WHAT IS NEEDED: A verbatim copy of the records is required, with all pictures left out.

[[ MATERIAL FOR THE TASK open ]]

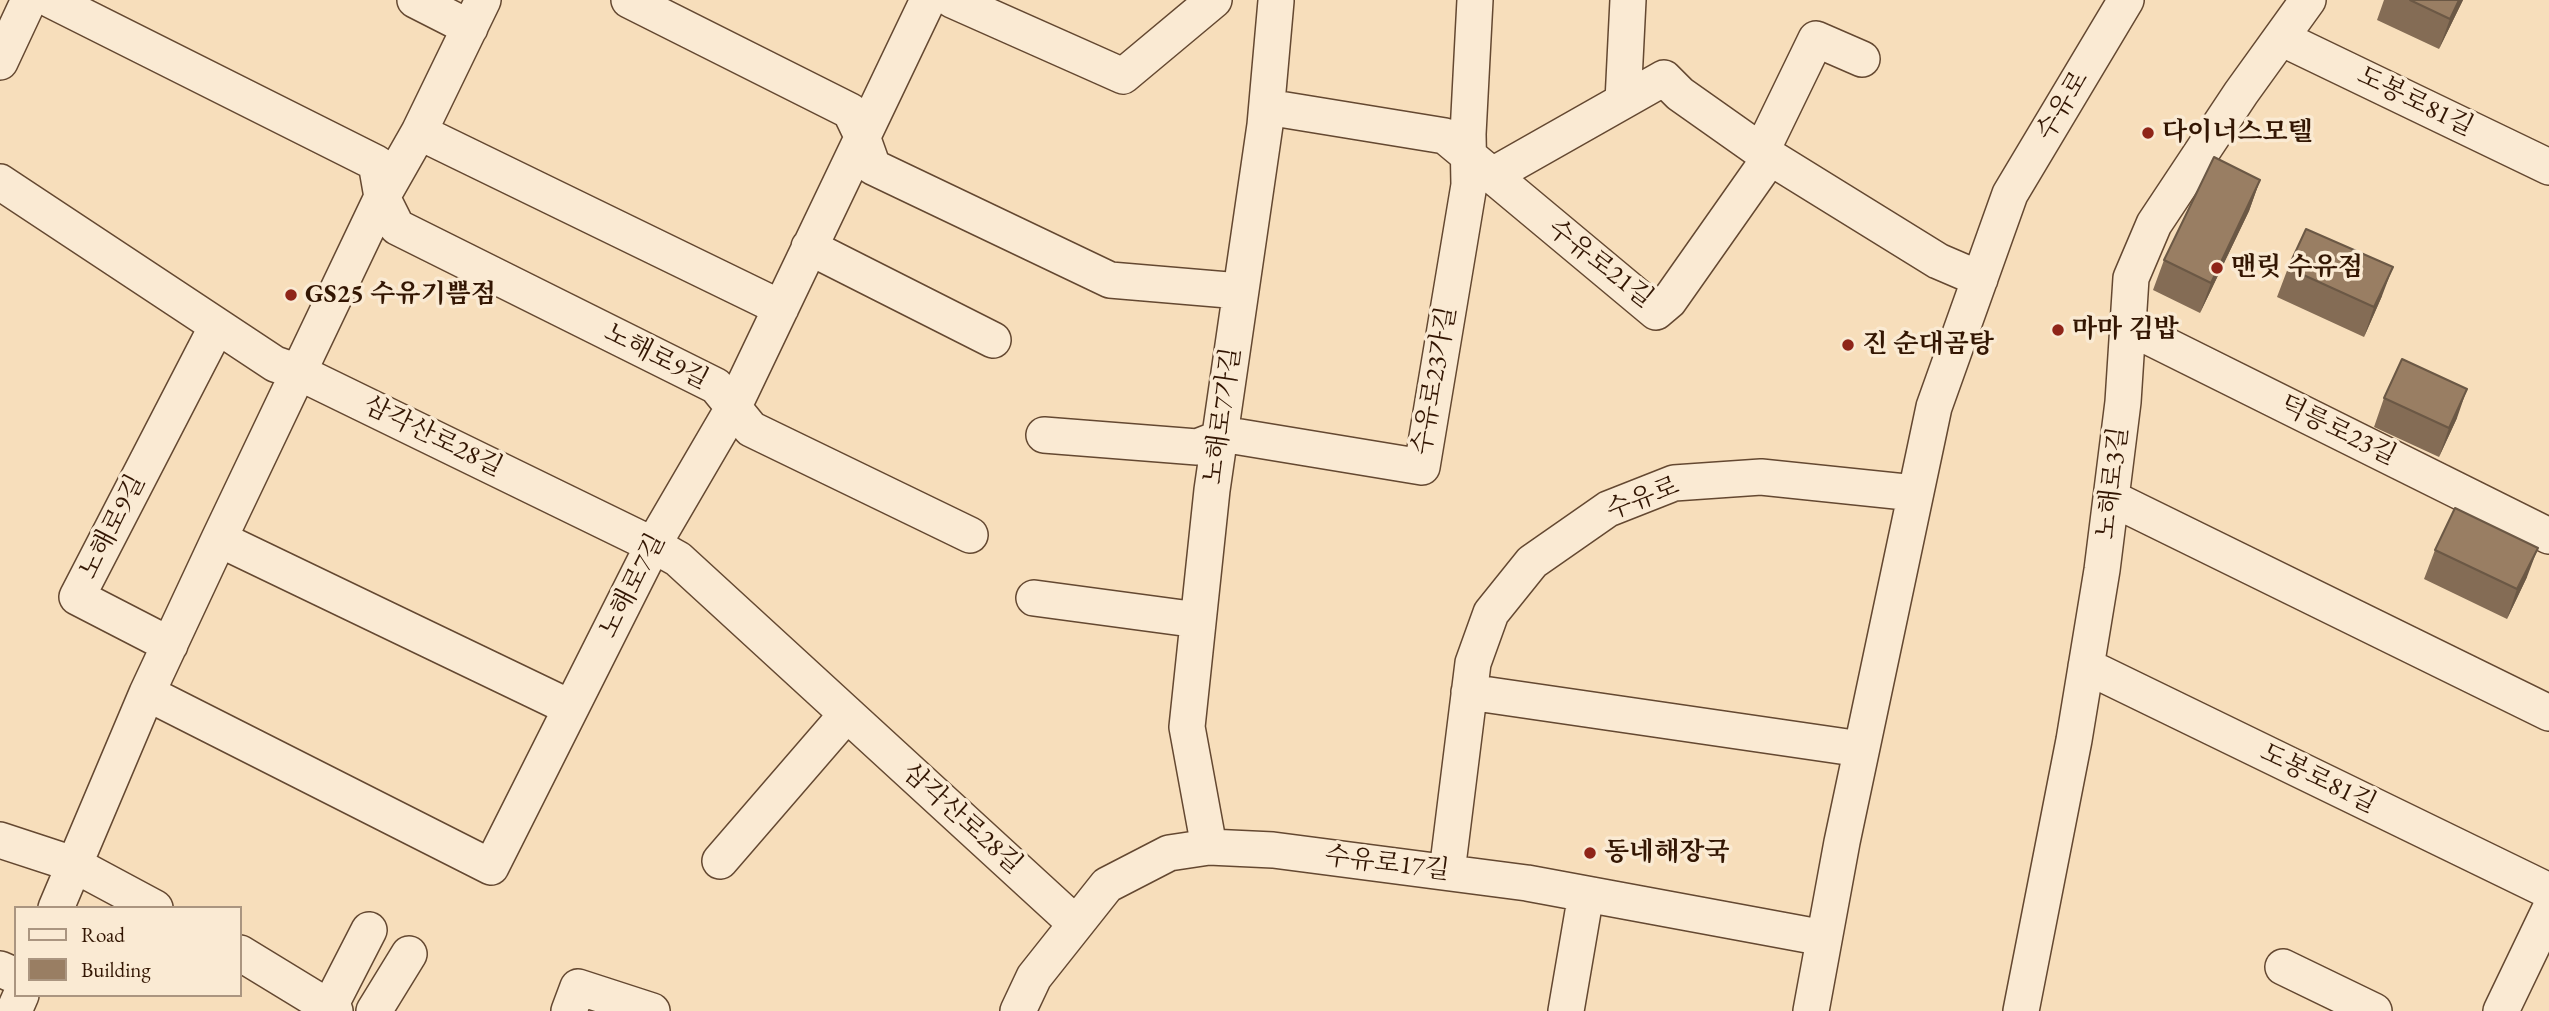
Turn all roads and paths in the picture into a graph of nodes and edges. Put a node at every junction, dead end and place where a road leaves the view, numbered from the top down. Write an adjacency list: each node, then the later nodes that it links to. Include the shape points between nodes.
1 (29, 0): 16 (street)
2 (51, 0): 25 (street, 노해로9길, via 376,163)
3 (415, 0): 13 (street)
4 (629, 0): 20 (street, via 850,111)
5 (928, 0): 20 (street, 노해로7길)
6 (952, 0): 7 (street, via 1123,76)
7 (1214, 0)
8 (1276, 0): 18 (street, 노해로7가길)
9 (1475, 0): 22 (street, 수유로23가길)
10 (1628, 0): 17 (street)
11 (2126, 0): 27 (street, 수유로, via 2010,194)
12 (2308, 0): 14 (street, 노해로3길)
13 (477, 14): 19 (street)
14 (2281, 38): 23 (street, 도봉로81길); 31 (street, 노해로3길, via 2154,224 2132,278)
15 (1862, 59): 21 (street, 수유로21길, via 1816,39)
16 (0, 62)
17 (1623, 101): 21 (street, via 1664,78); 22 (street)
18 (1267, 107): 22 (street, 수유로21길, via 1446,136); 28 (street, 노해로7가길)
19 (419, 132): 25 (street); 29 (street)
20 (862, 136): 26 (street, 노해로7길); 28 (street, via 873,167 1110,280)
21 (1765, 153): 22 (street, 수유로21길, via 1764,166 1669,301 1656,312); 27 (street, via 1938,261)
22 (1480, 167): 36 (street, 수유로23가길, via 1469,185 1422,467 1234,436)
23 (2549, 167)
24 (0, 182): 30 (street, 삼각산로28길)
25 (382, 197): 33 (street); 34 (street, 노해로9길, via 397,227 716,386)
26 (810, 247): 29 (street, 노해로7길); 32 (street)
27 (1980, 279): 37 (street, 수유로, via 1934,407)
28 (1240, 291): 36 (street, 노해로7가길)
29 (780, 308): 34 (street, 노해로7길)
30 (217, 326): 33 (street, 삼각산로28길, via 275,364); 45 (street, 노해로9길, via 77,597)
31 (2127, 326): 38 (street, 노해로3길); 40 (street, 덕릉로23길)
32 (993, 340)
33 (298, 372): 41 (street); 42 (street, 삼각산로28길)
34 (733, 408): 39 (street, 노해로9길, via 751,429); 42 (street, 노해로7길)
35 (1044, 435): 36 (street, 수유로23가길, via 1197,447)
36 (1220, 438): 44 (street, 노해로7가길)
37 (1915, 493): 47 (street, 수유로, via 1761,477 1674,483 1608,509 1532,562 1492,613 1473,663); 52 (street, 수유로)
38 (2111, 498): 46 (street, 노해로3길); 50 (street)
39 (970, 535)
40 (2549, 536)
41 (219, 539): 45 (street); 49 (street)
42 (653, 545): 49 (street, 노해로7길); 51 (street, 삼각산로28길, via 678,559)
43 (1034, 598): 44 (street)
44 (1198, 620): 54 (street, 노해로7가길, via 1186,727)
45 (170, 645): 48 (street)
46 (2086, 666): 58 (street, 도봉로81길); 76 (street, 노해로3길)
47 (1469, 691): 52 (street); 57 (street, 수유로)
48 (147, 693): 49 (street, 노해로7길, via 491,867); 56 (street)
49 (571, 708)
50 (2549, 713)
51 (847, 714): 55 (street); 63 (street, 삼각산로28길)
52 (1861, 749): 65 (street, 수유로)
53 (0, 840): 56 (street)
54 (1209, 847): 57 (street, 수유로17길, via 1273,850); 63 (street, 수유로17길, via 1170,853 1107,885)
55 (720, 861)
56 (73, 864): 60 (street); 61 (street)
57 (1447, 872): 59 (street, 수유로17길)
58 (2549, 891)
59 (1586, 894): 65 (street, 수유로17길); 74 (street)
60 (57, 906)
61 (151, 906)
62 (2549, 911): 78 (street)
63 (1076, 924): 73 (street, 수유로17길, via 1034,977)
64 (369, 930): 69 (street)
65 (1824, 938): 75 (street, 수유로)
66 (242, 954): 69 (street)
67 (409, 954): 70 (street)
68 (2283, 967): 77 (street)
69 (332, 1009)
70 (374, 1011)
71 (569, 1011): 72 (street, via 578,986)
72 (652, 1011)
73 (1018, 1011)
74 (1566, 1011)
75 (1811, 1011)
76 (2021, 1011)
77 (2374, 1011)
78 (2501, 1011)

[[ MATERIAL FOR THE TASK closed ]]

RESULT BELOW:
Turn all roads and paths in the picture into a graph of nodes and edges. Put a node at every junction, dead end and place where a road leaves the view, numbered from the top down. Write an adjacency list: each node, then the later nodes that it links to. Include the shape points between nodes.
1 (29, 0): 16 (street)
2 (51, 0): 25 (street, 노해로9길, via 376,163)
3 (415, 0): 13 (street)
4 (629, 0): 20 (street, via 850,111)
5 (928, 0): 20 (street, 노해로7길)
6 (952, 0): 7 (street, via 1123,76)
7 (1214, 0)
8 (1276, 0): 18 (street, 노해로7가길)
9 (1475, 0): 22 (street, 수유로23가길)
10 (1628, 0): 17 (street)
11 (2126, 0): 27 (street, 수유로, via 2010,194)
12 (2308, 0): 14 (street, 노해로3길)
13 (477, 14): 19 (street)
14 (2281, 38): 23 (street, 도봉로81길); 31 (street, 노해로3길, via 2154,224 2132,278)
15 (1862, 59): 21 (street, 수유로21길, via 1816,39)
16 (0, 62)
17 (1623, 101): 21 (street, via 1664,78); 22 (street)
18 (1267, 107): 22 (street, 수유로21길, via 1446,136); 28 (street, 노해로7가길)
19 (419, 132): 25 (street); 29 (street)
20 (862, 136): 26 (street, 노해로7길); 28 (street, via 873,167 1110,280)
21 (1765, 153): 22 (street, 수유로21길, via 1764,166 1669,301 1656,312); 27 (street, via 1938,261)
22 (1480, 167): 36 (street, 수유로23가길, via 1469,185 1422,467 1234,436)
23 (2549, 167)
24 (0, 182): 30 (street, 삼각산로28길)
25 (382, 197): 33 (street); 34 (street, 노해로9길, via 397,227 716,386)
26 (810, 247): 29 (street, 노해로7길); 32 (street)
27 (1980, 279): 37 (street, 수유로, via 1934,407)
28 (1240, 291): 36 (street, 노해로7가길)
29 (780, 308): 34 (street, 노해로7길)
30 (217, 326): 33 (street, 삼각산로28길, via 275,364); 45 (street, 노해로9길, via 77,597)
31 (2127, 326): 38 (street, 노해로3길); 40 (street, 덕릉로23길)
32 (993, 340)
33 (298, 372): 41 (street); 42 (street, 삼각산로28길)
34 (733, 408): 39 (street, 노해로9길, via 751,429); 42 (street, 노해로7길)
35 (1044, 435): 36 (street, 수유로23가길, via 1197,447)
36 (1220, 438): 44 (street, 노해로7가길)
37 (1915, 493): 47 (street, 수유로, via 1761,477 1674,483 1608,509 1532,562 1492,613 1473,663); 52 (street, 수유로)
38 (2111, 498): 46 (street, 노해로3길); 50 (street)
39 (970, 535)
40 (2549, 536)
41 (219, 539): 45 (street); 49 (street)
42 (653, 545): 49 (street, 노해로7길); 51 (street, 삼각산로28길, via 678,559)
43 (1034, 598): 44 (street)
44 (1198, 620): 54 (street, 노해로7가길, via 1186,727)
45 (170, 645): 48 (street)
46 (2086, 666): 58 (street, 도봉로81길); 76 (street, 노해로3길)
47 (1469, 691): 52 (street); 57 (street, 수유로)
48 (147, 693): 49 (street, 노해로7길, via 491,867); 56 (street)
49 (571, 708)
50 (2549, 713)
51 (847, 714): 55 (street); 63 (street, 삼각산로28길)
52 (1861, 749): 65 (street, 수유로)
53 (0, 840): 56 (street)
54 (1209, 847): 57 (street, 수유로17길, via 1273,850); 63 (street, 수유로17길, via 1170,853 1107,885)
55 (720, 861)
56 (73, 864): 60 (street); 61 (street)
57 (1447, 872): 59 (street, 수유로17길)
58 (2549, 891)
59 (1586, 894): 65 (street, 수유로17길); 74 (street)
60 (57, 906)
61 (151, 906)
62 (2549, 911): 78 (street)
63 (1076, 924): 73 (street, 수유로17길, via 1034,977)
64 (369, 930): 69 (street)
65 (1824, 938): 75 (street, 수유로)
66 (242, 954): 69 (street)
67 (409, 954): 70 (street)
68 (2283, 967): 77 (street)
69 (332, 1009)
70 (374, 1011)
71 (569, 1011): 72 (street, via 578,986)
72 (652, 1011)
73 (1018, 1011)
74 (1566, 1011)
75 (1811, 1011)
76 (2021, 1011)
77 (2374, 1011)
78 (2501, 1011)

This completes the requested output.